» INSTRUCTIONS FOR THE TASK: The answer is the full set of records below, transcribed exactly.

######

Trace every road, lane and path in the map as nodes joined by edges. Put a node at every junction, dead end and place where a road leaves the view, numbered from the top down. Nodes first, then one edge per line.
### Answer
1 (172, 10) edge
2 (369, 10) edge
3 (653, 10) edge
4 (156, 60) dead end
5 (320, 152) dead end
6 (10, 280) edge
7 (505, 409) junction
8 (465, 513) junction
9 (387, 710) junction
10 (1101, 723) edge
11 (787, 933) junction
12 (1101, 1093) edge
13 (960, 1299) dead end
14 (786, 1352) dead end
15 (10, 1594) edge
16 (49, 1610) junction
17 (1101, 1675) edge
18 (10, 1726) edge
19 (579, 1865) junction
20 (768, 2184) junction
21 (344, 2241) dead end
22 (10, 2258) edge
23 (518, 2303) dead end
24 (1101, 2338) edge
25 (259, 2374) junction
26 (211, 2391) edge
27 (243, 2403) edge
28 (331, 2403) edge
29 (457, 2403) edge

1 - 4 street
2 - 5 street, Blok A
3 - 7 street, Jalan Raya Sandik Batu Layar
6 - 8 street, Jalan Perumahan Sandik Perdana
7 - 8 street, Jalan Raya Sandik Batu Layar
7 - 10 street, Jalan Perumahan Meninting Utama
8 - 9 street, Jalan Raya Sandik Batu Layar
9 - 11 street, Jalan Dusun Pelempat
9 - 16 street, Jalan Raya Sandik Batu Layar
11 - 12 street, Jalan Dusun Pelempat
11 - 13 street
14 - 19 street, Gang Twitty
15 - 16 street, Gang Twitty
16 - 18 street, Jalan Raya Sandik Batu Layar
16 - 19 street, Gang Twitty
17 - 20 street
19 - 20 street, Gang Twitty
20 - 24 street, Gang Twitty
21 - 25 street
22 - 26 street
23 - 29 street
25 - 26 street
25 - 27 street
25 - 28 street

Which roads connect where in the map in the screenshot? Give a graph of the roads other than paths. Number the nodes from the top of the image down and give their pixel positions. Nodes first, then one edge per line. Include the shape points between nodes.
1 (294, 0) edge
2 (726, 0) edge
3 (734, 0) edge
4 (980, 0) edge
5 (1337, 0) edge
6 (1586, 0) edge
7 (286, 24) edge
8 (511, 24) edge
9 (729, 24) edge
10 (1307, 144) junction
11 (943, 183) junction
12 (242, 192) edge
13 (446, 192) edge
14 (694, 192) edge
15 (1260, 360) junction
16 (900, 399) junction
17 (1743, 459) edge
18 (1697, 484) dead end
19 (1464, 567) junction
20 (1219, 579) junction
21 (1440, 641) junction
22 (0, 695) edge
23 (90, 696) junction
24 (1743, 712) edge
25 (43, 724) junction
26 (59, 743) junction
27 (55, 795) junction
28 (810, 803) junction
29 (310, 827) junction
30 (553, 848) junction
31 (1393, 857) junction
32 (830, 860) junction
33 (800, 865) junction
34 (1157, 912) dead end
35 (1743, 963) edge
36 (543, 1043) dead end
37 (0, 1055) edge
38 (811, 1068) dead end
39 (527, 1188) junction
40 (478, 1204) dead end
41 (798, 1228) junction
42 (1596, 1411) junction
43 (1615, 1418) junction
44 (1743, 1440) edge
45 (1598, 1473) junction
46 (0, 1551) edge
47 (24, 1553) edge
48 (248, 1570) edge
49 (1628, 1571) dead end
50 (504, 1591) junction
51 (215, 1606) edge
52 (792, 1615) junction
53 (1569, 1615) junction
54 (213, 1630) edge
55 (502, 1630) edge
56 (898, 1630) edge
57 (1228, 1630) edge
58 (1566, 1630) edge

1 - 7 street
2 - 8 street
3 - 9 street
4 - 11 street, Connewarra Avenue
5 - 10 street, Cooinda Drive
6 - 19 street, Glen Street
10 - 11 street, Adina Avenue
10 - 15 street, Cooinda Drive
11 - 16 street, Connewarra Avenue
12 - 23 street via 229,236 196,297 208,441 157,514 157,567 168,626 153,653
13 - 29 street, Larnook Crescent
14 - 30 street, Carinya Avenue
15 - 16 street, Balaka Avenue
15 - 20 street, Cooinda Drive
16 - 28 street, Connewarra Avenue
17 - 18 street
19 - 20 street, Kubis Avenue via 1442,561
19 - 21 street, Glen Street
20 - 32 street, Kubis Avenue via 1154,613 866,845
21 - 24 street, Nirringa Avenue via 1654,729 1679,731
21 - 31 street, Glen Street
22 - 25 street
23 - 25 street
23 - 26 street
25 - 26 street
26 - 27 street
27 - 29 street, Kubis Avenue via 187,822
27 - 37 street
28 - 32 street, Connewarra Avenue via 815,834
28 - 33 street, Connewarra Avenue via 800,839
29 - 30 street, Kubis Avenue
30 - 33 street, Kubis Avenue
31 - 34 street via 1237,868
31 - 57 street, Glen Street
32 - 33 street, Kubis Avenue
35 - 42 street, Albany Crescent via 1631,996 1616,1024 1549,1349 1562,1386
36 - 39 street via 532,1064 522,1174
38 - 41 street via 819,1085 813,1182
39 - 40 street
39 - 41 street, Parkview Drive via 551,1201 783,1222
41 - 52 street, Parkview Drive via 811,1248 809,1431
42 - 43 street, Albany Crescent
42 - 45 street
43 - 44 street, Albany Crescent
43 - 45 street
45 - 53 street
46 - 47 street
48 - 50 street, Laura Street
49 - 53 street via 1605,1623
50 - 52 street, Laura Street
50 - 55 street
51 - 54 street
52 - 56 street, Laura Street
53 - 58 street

######

» RESULT:
Trace every road, lane and path in the map as nodes joined by edges. Put a node at every junction, dead end and place where a road leaves the view, numbered from the top down. Nodes first, then one edge per line.
### Answer
1 (172, 10) edge
2 (369, 10) edge
3 (653, 10) edge
4 (156, 60) dead end
5 (320, 152) dead end
6 (10, 280) edge
7 (505, 409) junction
8 (465, 513) junction
9 (387, 710) junction
10 (1101, 723) edge
11 (787, 933) junction
12 (1101, 1093) edge
13 (960, 1299) dead end
14 (786, 1352) dead end
15 (10, 1594) edge
16 (49, 1610) junction
17 (1101, 1675) edge
18 (10, 1726) edge
19 (579, 1865) junction
20 (768, 2184) junction
21 (344, 2241) dead end
22 (10, 2258) edge
23 (518, 2303) dead end
24 (1101, 2338) edge
25 (259, 2374) junction
26 (211, 2391) edge
27 (243, 2403) edge
28 (331, 2403) edge
29 (457, 2403) edge

1 - 4 street
2 - 5 street, Blok A
3 - 7 street, Jalan Raya Sandik Batu Layar
6 - 8 street, Jalan Perumahan Sandik Perdana
7 - 8 street, Jalan Raya Sandik Batu Layar
7 - 10 street, Jalan Perumahan Meninting Utama
8 - 9 street, Jalan Raya Sandik Batu Layar
9 - 11 street, Jalan Dusun Pelempat
9 - 16 street, Jalan Raya Sandik Batu Layar
11 - 12 street, Jalan Dusun Pelempat
11 - 13 street
14 - 19 street, Gang Twitty
15 - 16 street, Gang Twitty
16 - 18 street, Jalan Raya Sandik Batu Layar
16 - 19 street, Gang Twitty
17 - 20 street
19 - 20 street, Gang Twitty
20 - 24 street, Gang Twitty
21 - 25 street
22 - 26 street
23 - 29 street
25 - 26 street
25 - 27 street
25 - 28 street

Which roads connect where in the map in the screenshot? Give a graph of the roads other than paths. Number the nodes from the top of the image down and give their pixel positions. Nodes first, then one edge per line. Include the shape points between nodes.
1 (294, 0) edge
2 (726, 0) edge
3 (734, 0) edge
4 (980, 0) edge
5 (1337, 0) edge
6 (1586, 0) edge
7 (286, 24) edge
8 (511, 24) edge
9 (729, 24) edge
10 (1307, 144) junction
11 (943, 183) junction
12 (242, 192) edge
13 (446, 192) edge
14 (694, 192) edge
15 (1260, 360) junction
16 (900, 399) junction
17 (1743, 459) edge
18 (1697, 484) dead end
19 (1464, 567) junction
20 (1219, 579) junction
21 (1440, 641) junction
22 (0, 695) edge
23 (90, 696) junction
24 (1743, 712) edge
25 (43, 724) junction
26 (59, 743) junction
27 (55, 795) junction
28 (810, 803) junction
29 (310, 827) junction
30 (553, 848) junction
31 (1393, 857) junction
32 (830, 860) junction
33 (800, 865) junction
34 (1157, 912) dead end
35 (1743, 963) edge
36 (543, 1043) dead end
37 (0, 1055) edge
38 (811, 1068) dead end
39 (527, 1188) junction
40 (478, 1204) dead end
41 (798, 1228) junction
42 (1596, 1411) junction
43 (1615, 1418) junction
44 (1743, 1440) edge
45 (1598, 1473) junction
46 (0, 1551) edge
47 (24, 1553) edge
48 (248, 1570) edge
49 (1628, 1571) dead end
50 (504, 1591) junction
51 (215, 1606) edge
52 (792, 1615) junction
53 (1569, 1615) junction
54 (213, 1630) edge
55 (502, 1630) edge
56 (898, 1630) edge
57 (1228, 1630) edge
58 (1566, 1630) edge

1 - 7 street
2 - 8 street
3 - 9 street
4 - 11 street, Connewarra Avenue
5 - 10 street, Cooinda Drive
6 - 19 street, Glen Street
10 - 11 street, Adina Avenue
10 - 15 street, Cooinda Drive
11 - 16 street, Connewarra Avenue
12 - 23 street via 229,236 196,297 208,441 157,514 157,567 168,626 153,653
13 - 29 street, Larnook Crescent
14 - 30 street, Carinya Avenue
15 - 16 street, Balaka Avenue
15 - 20 street, Cooinda Drive
16 - 28 street, Connewarra Avenue
17 - 18 street
19 - 20 street, Kubis Avenue via 1442,561
19 - 21 street, Glen Street
20 - 32 street, Kubis Avenue via 1154,613 866,845
21 - 24 street, Nirringa Avenue via 1654,729 1679,731
21 - 31 street, Glen Street
22 - 25 street
23 - 25 street
23 - 26 street
25 - 26 street
26 - 27 street
27 - 29 street, Kubis Avenue via 187,822
27 - 37 street
28 - 32 street, Connewarra Avenue via 815,834
28 - 33 street, Connewarra Avenue via 800,839
29 - 30 street, Kubis Avenue
30 - 33 street, Kubis Avenue
31 - 34 street via 1237,868
31 - 57 street, Glen Street
32 - 33 street, Kubis Avenue
35 - 42 street, Albany Crescent via 1631,996 1616,1024 1549,1349 1562,1386
36 - 39 street via 532,1064 522,1174
38 - 41 street via 819,1085 813,1182
39 - 40 street
39 - 41 street, Parkview Drive via 551,1201 783,1222
41 - 52 street, Parkview Drive via 811,1248 809,1431
42 - 43 street, Albany Crescent
42 - 45 street
43 - 44 street, Albany Crescent
43 - 45 street
45 - 53 street
46 - 47 street
48 - 50 street, Laura Street
49 - 53 street via 1605,1623
50 - 52 street, Laura Street
50 - 55 street
51 - 54 street
52 - 56 street, Laura Street
53 - 58 street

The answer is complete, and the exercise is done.